=== Section Start ===

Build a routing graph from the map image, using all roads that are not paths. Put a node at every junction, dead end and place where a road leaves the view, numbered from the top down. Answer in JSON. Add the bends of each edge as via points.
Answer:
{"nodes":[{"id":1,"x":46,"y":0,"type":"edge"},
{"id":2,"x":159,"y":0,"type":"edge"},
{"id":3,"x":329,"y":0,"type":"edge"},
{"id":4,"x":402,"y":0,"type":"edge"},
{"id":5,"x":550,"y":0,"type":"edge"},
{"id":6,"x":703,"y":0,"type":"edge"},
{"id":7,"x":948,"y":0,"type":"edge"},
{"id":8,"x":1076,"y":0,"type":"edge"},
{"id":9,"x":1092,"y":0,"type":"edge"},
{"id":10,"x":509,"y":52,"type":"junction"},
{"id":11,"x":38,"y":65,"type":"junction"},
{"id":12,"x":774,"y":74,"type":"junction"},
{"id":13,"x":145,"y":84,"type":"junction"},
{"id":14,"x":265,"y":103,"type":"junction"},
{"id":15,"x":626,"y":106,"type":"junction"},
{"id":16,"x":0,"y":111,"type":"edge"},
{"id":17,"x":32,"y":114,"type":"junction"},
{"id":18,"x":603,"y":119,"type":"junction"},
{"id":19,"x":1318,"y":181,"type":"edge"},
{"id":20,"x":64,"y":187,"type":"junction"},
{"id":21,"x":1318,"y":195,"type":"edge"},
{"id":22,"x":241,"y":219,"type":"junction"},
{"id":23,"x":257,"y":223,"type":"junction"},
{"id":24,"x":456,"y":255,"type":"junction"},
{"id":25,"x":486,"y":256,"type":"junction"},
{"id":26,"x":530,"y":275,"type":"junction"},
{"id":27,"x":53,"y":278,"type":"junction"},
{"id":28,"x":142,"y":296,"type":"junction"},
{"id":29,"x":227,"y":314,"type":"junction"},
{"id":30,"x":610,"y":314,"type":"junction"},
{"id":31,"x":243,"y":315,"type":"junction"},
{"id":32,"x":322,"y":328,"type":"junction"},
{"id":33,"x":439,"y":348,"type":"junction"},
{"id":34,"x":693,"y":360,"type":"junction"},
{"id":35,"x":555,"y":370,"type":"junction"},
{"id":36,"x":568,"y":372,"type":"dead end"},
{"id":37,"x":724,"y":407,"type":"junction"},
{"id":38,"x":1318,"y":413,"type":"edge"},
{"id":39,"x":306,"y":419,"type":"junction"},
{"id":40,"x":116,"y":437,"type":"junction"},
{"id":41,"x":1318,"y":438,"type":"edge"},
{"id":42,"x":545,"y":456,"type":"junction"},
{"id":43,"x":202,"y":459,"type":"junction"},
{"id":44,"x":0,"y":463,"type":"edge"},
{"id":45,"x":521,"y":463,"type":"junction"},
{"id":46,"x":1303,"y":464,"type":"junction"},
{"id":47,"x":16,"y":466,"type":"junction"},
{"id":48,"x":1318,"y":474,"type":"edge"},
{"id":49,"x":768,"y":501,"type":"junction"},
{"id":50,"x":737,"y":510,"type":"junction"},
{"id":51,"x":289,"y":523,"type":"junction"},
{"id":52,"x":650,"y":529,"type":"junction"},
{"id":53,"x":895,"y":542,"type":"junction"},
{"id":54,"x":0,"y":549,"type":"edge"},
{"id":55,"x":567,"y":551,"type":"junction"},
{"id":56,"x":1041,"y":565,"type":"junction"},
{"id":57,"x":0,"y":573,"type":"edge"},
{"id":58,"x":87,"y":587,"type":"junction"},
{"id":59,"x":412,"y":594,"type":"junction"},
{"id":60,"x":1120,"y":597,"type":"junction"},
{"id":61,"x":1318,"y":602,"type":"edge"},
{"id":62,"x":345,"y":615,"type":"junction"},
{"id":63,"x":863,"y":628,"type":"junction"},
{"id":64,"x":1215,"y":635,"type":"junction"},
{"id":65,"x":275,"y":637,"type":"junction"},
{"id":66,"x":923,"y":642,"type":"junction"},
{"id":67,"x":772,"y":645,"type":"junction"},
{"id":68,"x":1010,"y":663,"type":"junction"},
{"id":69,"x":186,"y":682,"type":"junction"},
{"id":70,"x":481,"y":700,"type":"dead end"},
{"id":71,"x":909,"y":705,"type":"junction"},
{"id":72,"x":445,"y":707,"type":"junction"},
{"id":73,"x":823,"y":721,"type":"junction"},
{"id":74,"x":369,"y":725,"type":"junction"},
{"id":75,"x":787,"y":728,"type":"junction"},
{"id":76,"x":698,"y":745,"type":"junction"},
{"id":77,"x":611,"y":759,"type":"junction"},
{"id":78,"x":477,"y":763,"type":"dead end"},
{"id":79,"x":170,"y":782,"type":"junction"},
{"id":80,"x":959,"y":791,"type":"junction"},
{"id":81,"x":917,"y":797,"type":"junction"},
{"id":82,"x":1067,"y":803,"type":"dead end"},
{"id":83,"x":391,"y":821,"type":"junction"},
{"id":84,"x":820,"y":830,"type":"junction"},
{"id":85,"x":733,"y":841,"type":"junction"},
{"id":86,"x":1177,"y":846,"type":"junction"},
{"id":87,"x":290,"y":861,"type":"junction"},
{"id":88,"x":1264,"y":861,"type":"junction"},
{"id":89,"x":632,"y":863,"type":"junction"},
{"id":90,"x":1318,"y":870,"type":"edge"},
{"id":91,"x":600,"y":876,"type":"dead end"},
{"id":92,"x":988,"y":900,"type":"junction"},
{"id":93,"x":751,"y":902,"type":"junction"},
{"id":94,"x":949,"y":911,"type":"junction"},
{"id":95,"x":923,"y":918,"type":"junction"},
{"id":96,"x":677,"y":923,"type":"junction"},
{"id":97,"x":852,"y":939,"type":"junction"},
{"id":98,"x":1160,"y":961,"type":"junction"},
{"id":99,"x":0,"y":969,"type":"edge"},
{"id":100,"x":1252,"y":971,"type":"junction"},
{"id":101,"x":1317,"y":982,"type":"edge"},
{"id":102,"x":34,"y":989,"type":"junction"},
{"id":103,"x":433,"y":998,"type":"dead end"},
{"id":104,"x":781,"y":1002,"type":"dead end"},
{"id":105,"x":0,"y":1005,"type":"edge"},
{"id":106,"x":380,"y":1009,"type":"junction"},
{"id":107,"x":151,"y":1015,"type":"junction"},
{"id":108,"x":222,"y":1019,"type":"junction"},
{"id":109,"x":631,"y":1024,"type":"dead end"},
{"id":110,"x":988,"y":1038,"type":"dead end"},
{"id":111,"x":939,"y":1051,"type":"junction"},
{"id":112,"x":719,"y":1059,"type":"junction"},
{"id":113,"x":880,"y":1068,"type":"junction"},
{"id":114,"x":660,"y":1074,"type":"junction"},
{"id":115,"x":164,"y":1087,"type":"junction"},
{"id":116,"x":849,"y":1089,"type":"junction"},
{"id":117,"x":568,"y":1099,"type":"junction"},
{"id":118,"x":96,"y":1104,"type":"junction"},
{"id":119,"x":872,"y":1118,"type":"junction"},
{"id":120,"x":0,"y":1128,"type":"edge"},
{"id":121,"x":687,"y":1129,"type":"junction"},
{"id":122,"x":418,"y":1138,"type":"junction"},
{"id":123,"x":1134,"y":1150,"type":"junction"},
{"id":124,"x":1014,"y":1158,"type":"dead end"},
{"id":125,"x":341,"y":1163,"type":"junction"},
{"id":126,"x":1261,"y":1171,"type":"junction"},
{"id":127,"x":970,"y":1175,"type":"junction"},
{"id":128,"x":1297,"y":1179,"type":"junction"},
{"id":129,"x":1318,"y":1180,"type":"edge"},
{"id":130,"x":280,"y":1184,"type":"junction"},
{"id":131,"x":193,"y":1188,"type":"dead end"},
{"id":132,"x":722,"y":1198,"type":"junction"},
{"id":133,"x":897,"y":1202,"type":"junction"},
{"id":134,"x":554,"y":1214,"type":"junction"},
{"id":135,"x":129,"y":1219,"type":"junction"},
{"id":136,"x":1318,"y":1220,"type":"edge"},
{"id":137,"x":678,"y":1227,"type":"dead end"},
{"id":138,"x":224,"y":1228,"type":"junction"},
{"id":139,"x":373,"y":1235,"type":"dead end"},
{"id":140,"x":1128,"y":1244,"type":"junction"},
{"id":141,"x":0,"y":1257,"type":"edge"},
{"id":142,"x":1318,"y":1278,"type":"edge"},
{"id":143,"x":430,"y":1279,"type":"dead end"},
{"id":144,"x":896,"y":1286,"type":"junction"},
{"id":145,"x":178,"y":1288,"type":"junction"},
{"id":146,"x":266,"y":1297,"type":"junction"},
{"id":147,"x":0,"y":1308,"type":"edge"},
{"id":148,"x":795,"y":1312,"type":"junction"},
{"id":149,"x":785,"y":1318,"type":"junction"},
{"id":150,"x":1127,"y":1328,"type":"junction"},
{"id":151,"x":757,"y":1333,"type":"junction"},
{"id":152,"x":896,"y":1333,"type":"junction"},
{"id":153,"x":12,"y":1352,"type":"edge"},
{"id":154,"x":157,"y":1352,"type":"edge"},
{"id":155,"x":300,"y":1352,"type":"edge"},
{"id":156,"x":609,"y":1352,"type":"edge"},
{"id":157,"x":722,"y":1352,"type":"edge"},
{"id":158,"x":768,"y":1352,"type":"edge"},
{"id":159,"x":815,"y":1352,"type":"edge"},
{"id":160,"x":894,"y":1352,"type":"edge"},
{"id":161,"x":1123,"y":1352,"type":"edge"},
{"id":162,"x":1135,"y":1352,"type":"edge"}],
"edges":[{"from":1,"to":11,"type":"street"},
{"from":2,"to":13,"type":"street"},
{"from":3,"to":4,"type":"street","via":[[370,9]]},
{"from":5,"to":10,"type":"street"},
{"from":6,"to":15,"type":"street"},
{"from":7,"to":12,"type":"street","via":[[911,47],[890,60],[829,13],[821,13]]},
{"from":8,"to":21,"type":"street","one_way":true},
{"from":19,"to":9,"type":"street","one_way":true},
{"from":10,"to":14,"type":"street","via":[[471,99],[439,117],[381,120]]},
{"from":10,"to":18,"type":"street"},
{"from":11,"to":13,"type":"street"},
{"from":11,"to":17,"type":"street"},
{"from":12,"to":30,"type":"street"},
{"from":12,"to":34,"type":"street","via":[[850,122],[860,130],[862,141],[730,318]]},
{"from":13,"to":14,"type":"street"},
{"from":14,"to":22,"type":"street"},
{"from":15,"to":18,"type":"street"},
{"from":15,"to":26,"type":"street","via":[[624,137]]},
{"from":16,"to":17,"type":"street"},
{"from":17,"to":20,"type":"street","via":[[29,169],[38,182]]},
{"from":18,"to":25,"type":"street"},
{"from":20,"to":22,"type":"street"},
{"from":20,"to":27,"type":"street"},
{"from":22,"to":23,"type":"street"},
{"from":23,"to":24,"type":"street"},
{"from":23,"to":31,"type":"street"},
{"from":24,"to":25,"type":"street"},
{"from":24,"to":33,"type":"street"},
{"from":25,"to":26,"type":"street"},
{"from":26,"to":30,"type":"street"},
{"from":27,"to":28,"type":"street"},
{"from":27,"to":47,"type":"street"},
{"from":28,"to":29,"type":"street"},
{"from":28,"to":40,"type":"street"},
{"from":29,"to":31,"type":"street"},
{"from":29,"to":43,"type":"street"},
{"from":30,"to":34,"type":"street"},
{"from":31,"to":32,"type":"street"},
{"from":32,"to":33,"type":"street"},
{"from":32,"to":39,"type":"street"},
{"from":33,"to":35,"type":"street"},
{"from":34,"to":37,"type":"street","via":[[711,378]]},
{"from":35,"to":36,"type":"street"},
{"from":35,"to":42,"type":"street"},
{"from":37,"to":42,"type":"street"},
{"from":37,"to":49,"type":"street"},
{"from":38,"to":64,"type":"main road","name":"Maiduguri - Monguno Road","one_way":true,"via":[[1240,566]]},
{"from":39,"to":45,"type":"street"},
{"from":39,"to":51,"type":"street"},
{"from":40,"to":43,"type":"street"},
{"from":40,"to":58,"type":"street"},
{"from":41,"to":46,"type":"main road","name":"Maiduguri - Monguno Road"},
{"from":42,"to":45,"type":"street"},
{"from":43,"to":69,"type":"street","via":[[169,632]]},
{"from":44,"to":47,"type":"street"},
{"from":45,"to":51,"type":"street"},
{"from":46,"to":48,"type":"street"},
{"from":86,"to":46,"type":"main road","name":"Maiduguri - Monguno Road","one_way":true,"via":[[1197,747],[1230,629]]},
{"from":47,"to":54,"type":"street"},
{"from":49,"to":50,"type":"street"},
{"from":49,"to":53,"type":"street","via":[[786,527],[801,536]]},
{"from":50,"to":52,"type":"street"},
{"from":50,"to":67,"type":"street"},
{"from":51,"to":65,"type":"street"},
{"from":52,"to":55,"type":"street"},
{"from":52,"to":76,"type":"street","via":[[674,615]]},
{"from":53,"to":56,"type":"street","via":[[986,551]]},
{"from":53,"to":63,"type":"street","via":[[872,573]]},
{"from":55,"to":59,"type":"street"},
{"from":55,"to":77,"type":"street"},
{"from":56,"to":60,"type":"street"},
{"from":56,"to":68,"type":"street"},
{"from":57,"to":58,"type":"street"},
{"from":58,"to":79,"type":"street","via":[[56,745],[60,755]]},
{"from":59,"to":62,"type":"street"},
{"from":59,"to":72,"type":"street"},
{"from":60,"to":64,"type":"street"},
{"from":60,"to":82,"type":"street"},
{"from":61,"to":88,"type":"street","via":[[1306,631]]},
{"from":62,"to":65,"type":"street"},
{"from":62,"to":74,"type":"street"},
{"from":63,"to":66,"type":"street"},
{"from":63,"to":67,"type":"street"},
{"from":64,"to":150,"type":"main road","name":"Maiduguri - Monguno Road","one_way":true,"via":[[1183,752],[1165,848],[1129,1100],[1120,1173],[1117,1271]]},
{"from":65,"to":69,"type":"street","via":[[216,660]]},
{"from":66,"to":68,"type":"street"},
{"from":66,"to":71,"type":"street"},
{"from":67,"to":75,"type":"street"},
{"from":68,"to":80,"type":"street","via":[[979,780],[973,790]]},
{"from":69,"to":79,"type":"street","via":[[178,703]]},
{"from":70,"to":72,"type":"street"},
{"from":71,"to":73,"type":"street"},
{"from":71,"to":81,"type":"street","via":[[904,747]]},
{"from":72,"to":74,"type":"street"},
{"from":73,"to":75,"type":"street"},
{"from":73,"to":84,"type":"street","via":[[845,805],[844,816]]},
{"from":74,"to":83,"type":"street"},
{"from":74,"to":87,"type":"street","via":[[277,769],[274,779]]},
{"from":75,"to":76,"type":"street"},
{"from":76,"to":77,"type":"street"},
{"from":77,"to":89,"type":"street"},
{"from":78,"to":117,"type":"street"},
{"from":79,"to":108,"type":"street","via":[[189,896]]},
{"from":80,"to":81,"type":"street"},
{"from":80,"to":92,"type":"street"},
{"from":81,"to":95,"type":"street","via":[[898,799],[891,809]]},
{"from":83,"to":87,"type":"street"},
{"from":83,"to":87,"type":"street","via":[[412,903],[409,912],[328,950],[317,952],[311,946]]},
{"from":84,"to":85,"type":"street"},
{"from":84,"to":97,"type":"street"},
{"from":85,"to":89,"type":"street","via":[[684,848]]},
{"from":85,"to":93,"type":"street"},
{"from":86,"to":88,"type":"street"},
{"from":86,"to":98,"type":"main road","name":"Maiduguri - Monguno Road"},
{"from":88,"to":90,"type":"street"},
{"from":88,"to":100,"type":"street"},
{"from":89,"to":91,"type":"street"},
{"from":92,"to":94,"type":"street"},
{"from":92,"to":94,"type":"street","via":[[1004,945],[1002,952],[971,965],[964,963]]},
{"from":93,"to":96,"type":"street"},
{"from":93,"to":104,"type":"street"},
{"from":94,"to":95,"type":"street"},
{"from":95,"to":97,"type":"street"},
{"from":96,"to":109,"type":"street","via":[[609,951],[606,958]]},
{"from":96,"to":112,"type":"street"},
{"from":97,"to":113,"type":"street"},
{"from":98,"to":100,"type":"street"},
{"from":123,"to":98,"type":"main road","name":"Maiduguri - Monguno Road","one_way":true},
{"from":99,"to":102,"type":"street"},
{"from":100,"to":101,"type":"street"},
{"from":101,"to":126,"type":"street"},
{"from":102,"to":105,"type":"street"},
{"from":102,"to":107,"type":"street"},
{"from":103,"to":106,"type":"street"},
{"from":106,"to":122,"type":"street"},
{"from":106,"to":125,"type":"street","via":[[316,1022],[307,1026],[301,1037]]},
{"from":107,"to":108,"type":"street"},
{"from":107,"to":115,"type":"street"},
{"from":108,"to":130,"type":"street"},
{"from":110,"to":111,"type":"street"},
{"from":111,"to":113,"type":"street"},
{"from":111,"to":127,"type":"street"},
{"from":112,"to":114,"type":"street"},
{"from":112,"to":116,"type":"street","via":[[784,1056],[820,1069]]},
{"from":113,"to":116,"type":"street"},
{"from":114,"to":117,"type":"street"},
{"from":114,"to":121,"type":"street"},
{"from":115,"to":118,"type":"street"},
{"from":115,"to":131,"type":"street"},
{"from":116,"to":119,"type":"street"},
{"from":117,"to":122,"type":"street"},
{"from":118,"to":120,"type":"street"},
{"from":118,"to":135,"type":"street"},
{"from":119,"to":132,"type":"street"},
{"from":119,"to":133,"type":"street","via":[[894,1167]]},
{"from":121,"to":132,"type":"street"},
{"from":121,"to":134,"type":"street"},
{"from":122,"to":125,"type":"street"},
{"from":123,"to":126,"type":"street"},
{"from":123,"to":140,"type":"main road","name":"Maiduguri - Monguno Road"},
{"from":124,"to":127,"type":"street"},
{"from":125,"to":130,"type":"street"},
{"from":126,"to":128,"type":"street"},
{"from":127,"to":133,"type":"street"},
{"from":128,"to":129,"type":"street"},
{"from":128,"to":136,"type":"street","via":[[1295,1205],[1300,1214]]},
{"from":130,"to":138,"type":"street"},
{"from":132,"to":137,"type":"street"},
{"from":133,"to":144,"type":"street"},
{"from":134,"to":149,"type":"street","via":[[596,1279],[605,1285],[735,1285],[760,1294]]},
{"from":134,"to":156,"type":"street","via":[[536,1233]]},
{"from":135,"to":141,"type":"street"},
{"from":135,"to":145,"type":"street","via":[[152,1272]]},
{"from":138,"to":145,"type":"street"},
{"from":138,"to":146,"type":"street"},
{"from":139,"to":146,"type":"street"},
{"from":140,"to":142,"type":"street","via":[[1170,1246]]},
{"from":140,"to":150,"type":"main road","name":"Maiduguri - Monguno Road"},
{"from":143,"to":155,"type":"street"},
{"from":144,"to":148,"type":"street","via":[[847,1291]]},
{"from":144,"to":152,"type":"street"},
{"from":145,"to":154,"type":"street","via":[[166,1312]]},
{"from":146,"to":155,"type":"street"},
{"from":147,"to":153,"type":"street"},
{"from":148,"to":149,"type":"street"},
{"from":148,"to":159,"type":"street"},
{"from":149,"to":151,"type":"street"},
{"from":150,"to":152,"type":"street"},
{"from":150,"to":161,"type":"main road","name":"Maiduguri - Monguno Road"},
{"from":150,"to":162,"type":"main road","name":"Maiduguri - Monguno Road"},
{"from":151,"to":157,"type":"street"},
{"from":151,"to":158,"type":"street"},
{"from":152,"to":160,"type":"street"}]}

=== Section End ===

▸ Work required
Search the listing for the word "true", and copy every line in which it is found.

▸ Written response
{"from":8,"to":21,"type":"street","one_way":true},
{"from":19,"to":9,"type":"street","one_way":true},
{"from":38,"to":64,"type":"main road","name":"Maiduguri - Monguno Road","one_way":true,"via":[[1240,566]]},
{"from":86,"to":46,"type":"main road","name":"Maiduguri - Monguno Road","one_way":true,"via":[[1197,747],[1230,629]]},
{"from":64,"to":150,"type":"main road","name":"Maiduguri - Monguno Road","one_way":true,"via":[[1183,752],[1165,848],[1129,1100],[1120,1173],[1117,1271]]},
{"from":123,"to":98,"type":"main road","name":"Maiduguri - Monguno Road","one_way":true},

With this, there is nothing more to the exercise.